**What you are asked to do**. Please copy all of the records exactly, leaving nothing out.
*** Opening of Data listing ***
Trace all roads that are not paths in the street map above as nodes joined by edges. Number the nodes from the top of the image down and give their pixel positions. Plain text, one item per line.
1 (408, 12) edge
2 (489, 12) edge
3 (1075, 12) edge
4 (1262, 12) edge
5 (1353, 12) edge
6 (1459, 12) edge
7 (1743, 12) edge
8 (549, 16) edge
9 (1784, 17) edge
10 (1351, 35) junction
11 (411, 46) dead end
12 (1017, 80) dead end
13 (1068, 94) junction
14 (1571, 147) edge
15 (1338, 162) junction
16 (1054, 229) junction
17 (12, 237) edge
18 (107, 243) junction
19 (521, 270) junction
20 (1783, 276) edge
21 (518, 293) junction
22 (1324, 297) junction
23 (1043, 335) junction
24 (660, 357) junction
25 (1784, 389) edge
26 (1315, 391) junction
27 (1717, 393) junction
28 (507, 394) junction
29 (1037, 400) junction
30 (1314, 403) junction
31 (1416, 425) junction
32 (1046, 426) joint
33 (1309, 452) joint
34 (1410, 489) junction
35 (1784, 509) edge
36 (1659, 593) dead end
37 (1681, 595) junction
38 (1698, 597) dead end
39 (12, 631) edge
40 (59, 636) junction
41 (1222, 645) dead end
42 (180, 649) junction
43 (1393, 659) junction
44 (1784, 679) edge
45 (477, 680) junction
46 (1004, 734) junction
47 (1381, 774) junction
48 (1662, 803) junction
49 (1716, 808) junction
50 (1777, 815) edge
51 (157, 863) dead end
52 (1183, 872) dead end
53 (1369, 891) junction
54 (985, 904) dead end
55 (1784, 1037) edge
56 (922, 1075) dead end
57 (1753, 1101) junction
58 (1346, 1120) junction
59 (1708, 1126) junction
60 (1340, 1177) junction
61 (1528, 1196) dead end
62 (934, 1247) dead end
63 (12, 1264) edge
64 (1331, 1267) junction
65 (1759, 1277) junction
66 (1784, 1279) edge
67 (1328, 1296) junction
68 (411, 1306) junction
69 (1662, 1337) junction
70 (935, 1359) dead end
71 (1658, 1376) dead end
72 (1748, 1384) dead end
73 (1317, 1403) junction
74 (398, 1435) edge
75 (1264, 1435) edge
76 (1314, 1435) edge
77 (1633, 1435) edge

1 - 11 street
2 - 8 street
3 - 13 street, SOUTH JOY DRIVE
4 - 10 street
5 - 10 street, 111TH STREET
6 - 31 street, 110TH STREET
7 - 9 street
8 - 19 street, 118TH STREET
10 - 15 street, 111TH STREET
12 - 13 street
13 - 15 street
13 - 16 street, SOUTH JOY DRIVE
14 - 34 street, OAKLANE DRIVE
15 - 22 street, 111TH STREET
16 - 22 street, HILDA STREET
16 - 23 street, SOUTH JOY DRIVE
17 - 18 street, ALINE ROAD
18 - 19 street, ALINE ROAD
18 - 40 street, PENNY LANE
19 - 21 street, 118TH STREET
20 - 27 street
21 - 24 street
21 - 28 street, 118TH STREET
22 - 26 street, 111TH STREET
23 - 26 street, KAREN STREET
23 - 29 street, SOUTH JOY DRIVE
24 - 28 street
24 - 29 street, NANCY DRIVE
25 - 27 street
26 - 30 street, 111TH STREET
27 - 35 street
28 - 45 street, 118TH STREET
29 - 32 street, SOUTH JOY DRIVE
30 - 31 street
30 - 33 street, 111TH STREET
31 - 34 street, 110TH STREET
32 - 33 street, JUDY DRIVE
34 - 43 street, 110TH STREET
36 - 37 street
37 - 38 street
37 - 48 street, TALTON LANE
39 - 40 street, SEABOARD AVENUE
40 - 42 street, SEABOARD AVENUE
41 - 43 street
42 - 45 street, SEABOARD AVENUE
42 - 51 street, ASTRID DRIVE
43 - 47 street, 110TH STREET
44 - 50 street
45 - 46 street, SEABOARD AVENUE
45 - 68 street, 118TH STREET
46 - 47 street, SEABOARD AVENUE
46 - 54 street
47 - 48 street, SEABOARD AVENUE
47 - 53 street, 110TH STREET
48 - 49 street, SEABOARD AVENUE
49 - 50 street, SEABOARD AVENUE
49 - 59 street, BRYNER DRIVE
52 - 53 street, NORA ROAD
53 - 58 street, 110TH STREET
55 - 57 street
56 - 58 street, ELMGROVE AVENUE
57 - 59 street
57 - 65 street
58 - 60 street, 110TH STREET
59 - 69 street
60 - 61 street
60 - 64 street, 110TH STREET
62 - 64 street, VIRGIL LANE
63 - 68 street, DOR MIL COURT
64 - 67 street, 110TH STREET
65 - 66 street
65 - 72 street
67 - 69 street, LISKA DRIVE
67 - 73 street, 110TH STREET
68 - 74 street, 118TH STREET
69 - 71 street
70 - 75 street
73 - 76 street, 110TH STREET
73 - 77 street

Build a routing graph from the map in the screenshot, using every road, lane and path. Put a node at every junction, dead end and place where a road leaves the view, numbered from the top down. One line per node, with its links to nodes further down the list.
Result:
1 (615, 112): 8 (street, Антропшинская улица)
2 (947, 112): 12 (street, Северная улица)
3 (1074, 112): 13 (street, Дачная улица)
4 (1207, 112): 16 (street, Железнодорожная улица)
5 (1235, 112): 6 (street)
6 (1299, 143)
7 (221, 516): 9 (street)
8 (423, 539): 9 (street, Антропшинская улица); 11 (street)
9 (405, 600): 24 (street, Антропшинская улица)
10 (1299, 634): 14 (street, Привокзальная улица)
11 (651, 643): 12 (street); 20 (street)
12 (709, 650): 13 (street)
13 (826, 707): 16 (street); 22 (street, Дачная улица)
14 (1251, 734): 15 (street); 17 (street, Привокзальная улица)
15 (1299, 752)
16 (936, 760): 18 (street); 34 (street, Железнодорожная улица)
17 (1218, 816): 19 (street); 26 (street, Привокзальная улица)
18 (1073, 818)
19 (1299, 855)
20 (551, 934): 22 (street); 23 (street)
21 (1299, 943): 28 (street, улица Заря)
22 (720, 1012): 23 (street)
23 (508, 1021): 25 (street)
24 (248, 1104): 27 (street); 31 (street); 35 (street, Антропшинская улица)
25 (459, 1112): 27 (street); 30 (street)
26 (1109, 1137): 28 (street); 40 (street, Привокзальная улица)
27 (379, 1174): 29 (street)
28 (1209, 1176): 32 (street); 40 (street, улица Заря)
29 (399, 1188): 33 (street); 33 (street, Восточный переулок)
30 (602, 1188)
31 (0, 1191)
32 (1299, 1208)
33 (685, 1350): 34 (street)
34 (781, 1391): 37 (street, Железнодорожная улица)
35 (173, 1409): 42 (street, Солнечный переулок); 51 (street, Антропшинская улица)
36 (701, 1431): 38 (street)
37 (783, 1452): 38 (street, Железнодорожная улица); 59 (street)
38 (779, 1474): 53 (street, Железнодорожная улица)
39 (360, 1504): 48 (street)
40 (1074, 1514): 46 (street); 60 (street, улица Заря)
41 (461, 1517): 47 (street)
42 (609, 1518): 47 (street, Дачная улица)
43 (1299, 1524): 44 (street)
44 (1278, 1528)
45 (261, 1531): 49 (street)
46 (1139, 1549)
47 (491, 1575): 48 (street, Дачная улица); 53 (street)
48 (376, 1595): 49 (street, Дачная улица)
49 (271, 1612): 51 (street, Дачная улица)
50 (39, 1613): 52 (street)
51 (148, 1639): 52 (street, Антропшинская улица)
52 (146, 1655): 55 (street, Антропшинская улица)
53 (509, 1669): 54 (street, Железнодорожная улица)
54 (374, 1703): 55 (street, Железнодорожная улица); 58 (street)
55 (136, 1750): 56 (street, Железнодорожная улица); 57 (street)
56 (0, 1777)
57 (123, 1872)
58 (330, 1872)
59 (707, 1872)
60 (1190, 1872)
*** Close of Data listing ***
**Expected answer**.
Trace all roads that are not paths in the street map above as nodes joined by edges. Number the nodes from the top of the image down and give their pixel positions. Plain text, one item per line.
1 (408, 12) edge
2 (489, 12) edge
3 (1075, 12) edge
4 (1262, 12) edge
5 (1353, 12) edge
6 (1459, 12) edge
7 (1743, 12) edge
8 (549, 16) edge
9 (1784, 17) edge
10 (1351, 35) junction
11 (411, 46) dead end
12 (1017, 80) dead end
13 (1068, 94) junction
14 (1571, 147) edge
15 (1338, 162) junction
16 (1054, 229) junction
17 (12, 237) edge
18 (107, 243) junction
19 (521, 270) junction
20 (1783, 276) edge
21 (518, 293) junction
22 (1324, 297) junction
23 (1043, 335) junction
24 (660, 357) junction
25 (1784, 389) edge
26 (1315, 391) junction
27 (1717, 393) junction
28 (507, 394) junction
29 (1037, 400) junction
30 (1314, 403) junction
31 (1416, 425) junction
32 (1046, 426) joint
33 (1309, 452) joint
34 (1410, 489) junction
35 (1784, 509) edge
36 (1659, 593) dead end
37 (1681, 595) junction
38 (1698, 597) dead end
39 (12, 631) edge
40 (59, 636) junction
41 (1222, 645) dead end
42 (180, 649) junction
43 (1393, 659) junction
44 (1784, 679) edge
45 (477, 680) junction
46 (1004, 734) junction
47 (1381, 774) junction
48 (1662, 803) junction
49 (1716, 808) junction
50 (1777, 815) edge
51 (157, 863) dead end
52 (1183, 872) dead end
53 (1369, 891) junction
54 (985, 904) dead end
55 (1784, 1037) edge
56 (922, 1075) dead end
57 (1753, 1101) junction
58 (1346, 1120) junction
59 (1708, 1126) junction
60 (1340, 1177) junction
61 (1528, 1196) dead end
62 (934, 1247) dead end
63 (12, 1264) edge
64 (1331, 1267) junction
65 (1759, 1277) junction
66 (1784, 1279) edge
67 (1328, 1296) junction
68 (411, 1306) junction
69 (1662, 1337) junction
70 (935, 1359) dead end
71 (1658, 1376) dead end
72 (1748, 1384) dead end
73 (1317, 1403) junction
74 (398, 1435) edge
75 (1264, 1435) edge
76 (1314, 1435) edge
77 (1633, 1435) edge

1 - 11 street
2 - 8 street
3 - 13 street, SOUTH JOY DRIVE
4 - 10 street
5 - 10 street, 111TH STREET
6 - 31 street, 110TH STREET
7 - 9 street
8 - 19 street, 118TH STREET
10 - 15 street, 111TH STREET
12 - 13 street
13 - 15 street
13 - 16 street, SOUTH JOY DRIVE
14 - 34 street, OAKLANE DRIVE
15 - 22 street, 111TH STREET
16 - 22 street, HILDA STREET
16 - 23 street, SOUTH JOY DRIVE
17 - 18 street, ALINE ROAD
18 - 19 street, ALINE ROAD
18 - 40 street, PENNY LANE
19 - 21 street, 118TH STREET
20 - 27 street
21 - 24 street
21 - 28 street, 118TH STREET
22 - 26 street, 111TH STREET
23 - 26 street, KAREN STREET
23 - 29 street, SOUTH JOY DRIVE
24 - 28 street
24 - 29 street, NANCY DRIVE
25 - 27 street
26 - 30 street, 111TH STREET
27 - 35 street
28 - 45 street, 118TH STREET
29 - 32 street, SOUTH JOY DRIVE
30 - 31 street
30 - 33 street, 111TH STREET
31 - 34 street, 110TH STREET
32 - 33 street, JUDY DRIVE
34 - 43 street, 110TH STREET
36 - 37 street
37 - 38 street
37 - 48 street, TALTON LANE
39 - 40 street, SEABOARD AVENUE
40 - 42 street, SEABOARD AVENUE
41 - 43 street
42 - 45 street, SEABOARD AVENUE
42 - 51 street, ASTRID DRIVE
43 - 47 street, 110TH STREET
44 - 50 street
45 - 46 street, SEABOARD AVENUE
45 - 68 street, 118TH STREET
46 - 47 street, SEABOARD AVENUE
46 - 54 street
47 - 48 street, SEABOARD AVENUE
47 - 53 street, 110TH STREET
48 - 49 street, SEABOARD AVENUE
49 - 50 street, SEABOARD AVENUE
49 - 59 street, BRYNER DRIVE
52 - 53 street, NORA ROAD
53 - 58 street, 110TH STREET
55 - 57 street
56 - 58 street, ELMGROVE AVENUE
57 - 59 street
57 - 65 street
58 - 60 street, 110TH STREET
59 - 69 street
60 - 61 street
60 - 64 street, 110TH STREET
62 - 64 street, VIRGIL LANE
63 - 68 street, DOR MIL COURT
64 - 67 street, 110TH STREET
65 - 66 street
65 - 72 street
67 - 69 street, LISKA DRIVE
67 - 73 street, 110TH STREET
68 - 74 street, 118TH STREET
69 - 71 street
70 - 75 street
73 - 76 street, 110TH STREET
73 - 77 street

Build a routing graph from the map in the screenshot, using every road, lane and path. Put a node at every junction, dead end and place where a road leaves the view, numbered from the top down. One line per node, with its links to nodes further down the list.
Result:
1 (615, 112): 8 (street, Антропшинская улица)
2 (947, 112): 12 (street, Северная улица)
3 (1074, 112): 13 (street, Дачная улица)
4 (1207, 112): 16 (street, Железнодорожная улица)
5 (1235, 112): 6 (street)
6 (1299, 143)
7 (221, 516): 9 (street)
8 (423, 539): 9 (street, Антропшинская улица); 11 (street)
9 (405, 600): 24 (street, Антропшинская улица)
10 (1299, 634): 14 (street, Привокзальная улица)
11 (651, 643): 12 (street); 20 (street)
12 (709, 650): 13 (street)
13 (826, 707): 16 (street); 22 (street, Дачная улица)
14 (1251, 734): 15 (street); 17 (street, Привокзальная улица)
15 (1299, 752)
16 (936, 760): 18 (street); 34 (street, Железнодорожная улица)
17 (1218, 816): 19 (street); 26 (street, Привокзальная улица)
18 (1073, 818)
19 (1299, 855)
20 (551, 934): 22 (street); 23 (street)
21 (1299, 943): 28 (street, улица Заря)
22 (720, 1012): 23 (street)
23 (508, 1021): 25 (street)
24 (248, 1104): 27 (street); 31 (street); 35 (street, Антропшинская улица)
25 (459, 1112): 27 (street); 30 (street)
26 (1109, 1137): 28 (street); 40 (street, Привокзальная улица)
27 (379, 1174): 29 (street)
28 (1209, 1176): 32 (street); 40 (street, улица Заря)
29 (399, 1188): 33 (street); 33 (street, Восточный переулок)
30 (602, 1188)
31 (0, 1191)
32 (1299, 1208)
33 (685, 1350): 34 (street)
34 (781, 1391): 37 (street, Железнодорожная улица)
35 (173, 1409): 42 (street, Солнечный переулок); 51 (street, Антропшинская улица)
36 (701, 1431): 38 (street)
37 (783, 1452): 38 (street, Железнодорожная улица); 59 (street)
38 (779, 1474): 53 (street, Железнодорожная улица)
39 (360, 1504): 48 (street)
40 (1074, 1514): 46 (street); 60 (street, улица Заря)
41 (461, 1517): 47 (street)
42 (609, 1518): 47 (street, Дачная улица)
43 (1299, 1524): 44 (street)
44 (1278, 1528)
45 (261, 1531): 49 (street)
46 (1139, 1549)
47 (491, 1575): 48 (street, Дачная улица); 53 (street)
48 (376, 1595): 49 (street, Дачная улица)
49 (271, 1612): 51 (street, Дачная улица)
50 (39, 1613): 52 (street)
51 (148, 1639): 52 (street, Антропшинская улица)
52 (146, 1655): 55 (street, Антропшинская улица)
53 (509, 1669): 54 (street, Железнодорожная улица)
54 (374, 1703): 55 (street, Железнодорожная улица); 58 (street)
55 (136, 1750): 56 (street, Железнодорожная улица); 57 (street)
56 (0, 1777)
57 (123, 1872)
58 (330, 1872)
59 (707, 1872)
60 (1190, 1872)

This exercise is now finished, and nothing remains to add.